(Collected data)
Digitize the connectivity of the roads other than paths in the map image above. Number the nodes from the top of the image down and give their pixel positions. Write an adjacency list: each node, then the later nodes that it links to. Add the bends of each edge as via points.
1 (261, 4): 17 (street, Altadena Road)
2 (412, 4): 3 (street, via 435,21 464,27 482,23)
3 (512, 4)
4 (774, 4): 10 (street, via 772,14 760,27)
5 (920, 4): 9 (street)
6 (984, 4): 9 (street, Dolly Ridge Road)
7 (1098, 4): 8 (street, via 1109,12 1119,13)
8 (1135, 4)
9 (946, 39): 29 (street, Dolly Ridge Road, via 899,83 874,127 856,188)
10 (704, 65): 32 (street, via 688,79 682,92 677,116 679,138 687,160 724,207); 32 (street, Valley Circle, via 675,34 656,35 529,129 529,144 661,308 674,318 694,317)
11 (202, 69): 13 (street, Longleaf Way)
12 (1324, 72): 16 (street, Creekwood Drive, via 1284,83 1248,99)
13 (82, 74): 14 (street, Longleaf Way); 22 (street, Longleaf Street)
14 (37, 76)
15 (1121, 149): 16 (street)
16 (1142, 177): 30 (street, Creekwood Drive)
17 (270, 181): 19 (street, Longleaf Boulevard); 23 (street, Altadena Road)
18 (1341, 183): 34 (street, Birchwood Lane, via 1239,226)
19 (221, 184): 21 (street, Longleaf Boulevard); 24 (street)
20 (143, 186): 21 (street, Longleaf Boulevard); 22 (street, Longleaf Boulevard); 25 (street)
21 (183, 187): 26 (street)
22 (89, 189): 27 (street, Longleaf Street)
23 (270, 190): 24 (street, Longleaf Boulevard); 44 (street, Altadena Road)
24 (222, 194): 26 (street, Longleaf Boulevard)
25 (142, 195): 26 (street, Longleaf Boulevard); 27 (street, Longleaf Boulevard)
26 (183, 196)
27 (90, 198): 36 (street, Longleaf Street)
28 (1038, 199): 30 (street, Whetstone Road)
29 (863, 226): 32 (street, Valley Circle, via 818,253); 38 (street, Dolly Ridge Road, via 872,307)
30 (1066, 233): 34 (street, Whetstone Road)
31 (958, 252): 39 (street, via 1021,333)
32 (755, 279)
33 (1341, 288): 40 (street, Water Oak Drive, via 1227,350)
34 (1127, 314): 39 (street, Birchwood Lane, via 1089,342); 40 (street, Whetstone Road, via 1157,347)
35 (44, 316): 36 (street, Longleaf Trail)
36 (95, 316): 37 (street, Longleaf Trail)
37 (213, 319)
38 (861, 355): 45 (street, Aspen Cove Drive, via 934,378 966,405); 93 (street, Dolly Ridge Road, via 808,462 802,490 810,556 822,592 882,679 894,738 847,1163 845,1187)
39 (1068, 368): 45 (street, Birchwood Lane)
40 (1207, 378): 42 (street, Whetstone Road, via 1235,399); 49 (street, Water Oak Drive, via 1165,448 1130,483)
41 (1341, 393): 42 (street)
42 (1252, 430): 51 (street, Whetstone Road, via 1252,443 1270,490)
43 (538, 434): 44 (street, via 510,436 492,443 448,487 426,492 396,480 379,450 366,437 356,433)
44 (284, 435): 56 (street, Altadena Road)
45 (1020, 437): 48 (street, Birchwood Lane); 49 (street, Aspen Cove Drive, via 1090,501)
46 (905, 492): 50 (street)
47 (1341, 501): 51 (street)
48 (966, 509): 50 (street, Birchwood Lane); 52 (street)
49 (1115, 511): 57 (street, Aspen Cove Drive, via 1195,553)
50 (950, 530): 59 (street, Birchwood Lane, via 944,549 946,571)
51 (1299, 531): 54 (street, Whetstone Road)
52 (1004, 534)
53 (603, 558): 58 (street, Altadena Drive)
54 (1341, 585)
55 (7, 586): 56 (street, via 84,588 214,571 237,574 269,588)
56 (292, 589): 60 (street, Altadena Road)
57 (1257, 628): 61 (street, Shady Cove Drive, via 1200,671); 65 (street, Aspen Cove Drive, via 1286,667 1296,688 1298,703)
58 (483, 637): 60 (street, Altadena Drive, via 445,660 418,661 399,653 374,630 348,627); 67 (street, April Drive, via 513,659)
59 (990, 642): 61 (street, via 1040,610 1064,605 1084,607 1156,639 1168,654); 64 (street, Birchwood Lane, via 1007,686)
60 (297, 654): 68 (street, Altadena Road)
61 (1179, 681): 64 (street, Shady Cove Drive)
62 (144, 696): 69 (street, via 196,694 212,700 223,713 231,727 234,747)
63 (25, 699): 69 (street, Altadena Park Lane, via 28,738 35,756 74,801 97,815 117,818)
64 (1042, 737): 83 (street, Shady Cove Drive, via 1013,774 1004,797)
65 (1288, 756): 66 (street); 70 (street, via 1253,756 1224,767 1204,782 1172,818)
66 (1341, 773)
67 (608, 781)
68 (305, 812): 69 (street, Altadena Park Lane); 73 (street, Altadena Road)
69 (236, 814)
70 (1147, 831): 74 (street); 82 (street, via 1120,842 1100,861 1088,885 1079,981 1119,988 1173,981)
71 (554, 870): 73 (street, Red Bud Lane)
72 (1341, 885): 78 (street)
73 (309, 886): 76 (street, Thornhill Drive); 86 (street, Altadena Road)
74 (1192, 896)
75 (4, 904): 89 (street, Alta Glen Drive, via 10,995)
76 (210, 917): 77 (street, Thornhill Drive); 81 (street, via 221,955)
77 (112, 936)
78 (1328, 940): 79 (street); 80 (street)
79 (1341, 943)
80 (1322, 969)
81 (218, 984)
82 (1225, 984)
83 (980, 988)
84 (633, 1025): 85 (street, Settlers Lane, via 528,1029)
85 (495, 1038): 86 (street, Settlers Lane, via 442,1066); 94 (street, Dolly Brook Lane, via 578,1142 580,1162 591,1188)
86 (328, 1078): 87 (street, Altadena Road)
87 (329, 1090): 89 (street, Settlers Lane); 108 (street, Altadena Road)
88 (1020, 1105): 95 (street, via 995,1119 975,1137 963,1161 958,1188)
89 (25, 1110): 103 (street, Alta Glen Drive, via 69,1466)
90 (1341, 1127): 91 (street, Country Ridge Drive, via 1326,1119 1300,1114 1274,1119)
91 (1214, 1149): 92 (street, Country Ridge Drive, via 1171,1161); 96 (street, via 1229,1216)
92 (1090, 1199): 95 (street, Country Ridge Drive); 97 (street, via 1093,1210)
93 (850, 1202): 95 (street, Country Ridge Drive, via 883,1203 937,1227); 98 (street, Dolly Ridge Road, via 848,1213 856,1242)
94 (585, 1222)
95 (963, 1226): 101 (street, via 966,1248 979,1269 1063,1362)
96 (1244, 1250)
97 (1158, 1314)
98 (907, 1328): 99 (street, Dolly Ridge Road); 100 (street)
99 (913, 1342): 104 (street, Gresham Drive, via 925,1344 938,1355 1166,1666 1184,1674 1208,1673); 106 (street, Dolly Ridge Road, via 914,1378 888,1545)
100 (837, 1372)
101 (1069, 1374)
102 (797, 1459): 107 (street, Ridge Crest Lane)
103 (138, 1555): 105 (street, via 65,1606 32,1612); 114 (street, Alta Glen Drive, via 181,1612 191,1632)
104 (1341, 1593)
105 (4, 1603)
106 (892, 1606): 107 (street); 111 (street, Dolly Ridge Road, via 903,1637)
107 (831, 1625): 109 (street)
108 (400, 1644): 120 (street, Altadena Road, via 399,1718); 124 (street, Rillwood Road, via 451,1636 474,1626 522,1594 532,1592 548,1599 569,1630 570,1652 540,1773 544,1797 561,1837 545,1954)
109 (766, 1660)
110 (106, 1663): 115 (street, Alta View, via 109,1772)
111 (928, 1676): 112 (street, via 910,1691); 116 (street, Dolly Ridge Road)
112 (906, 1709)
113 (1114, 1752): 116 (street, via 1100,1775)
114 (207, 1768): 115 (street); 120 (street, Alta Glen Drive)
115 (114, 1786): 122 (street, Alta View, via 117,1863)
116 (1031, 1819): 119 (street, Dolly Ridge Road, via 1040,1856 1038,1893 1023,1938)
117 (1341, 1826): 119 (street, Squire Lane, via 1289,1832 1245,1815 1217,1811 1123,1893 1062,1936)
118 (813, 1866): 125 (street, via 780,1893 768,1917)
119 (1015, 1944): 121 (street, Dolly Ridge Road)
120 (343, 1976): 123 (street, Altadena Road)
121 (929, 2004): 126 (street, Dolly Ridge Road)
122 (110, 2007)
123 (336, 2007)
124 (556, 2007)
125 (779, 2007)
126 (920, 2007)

- What the exercise asks:
A single number is the answer: the count of lines above that include the string "Settlers".

- Your response:
3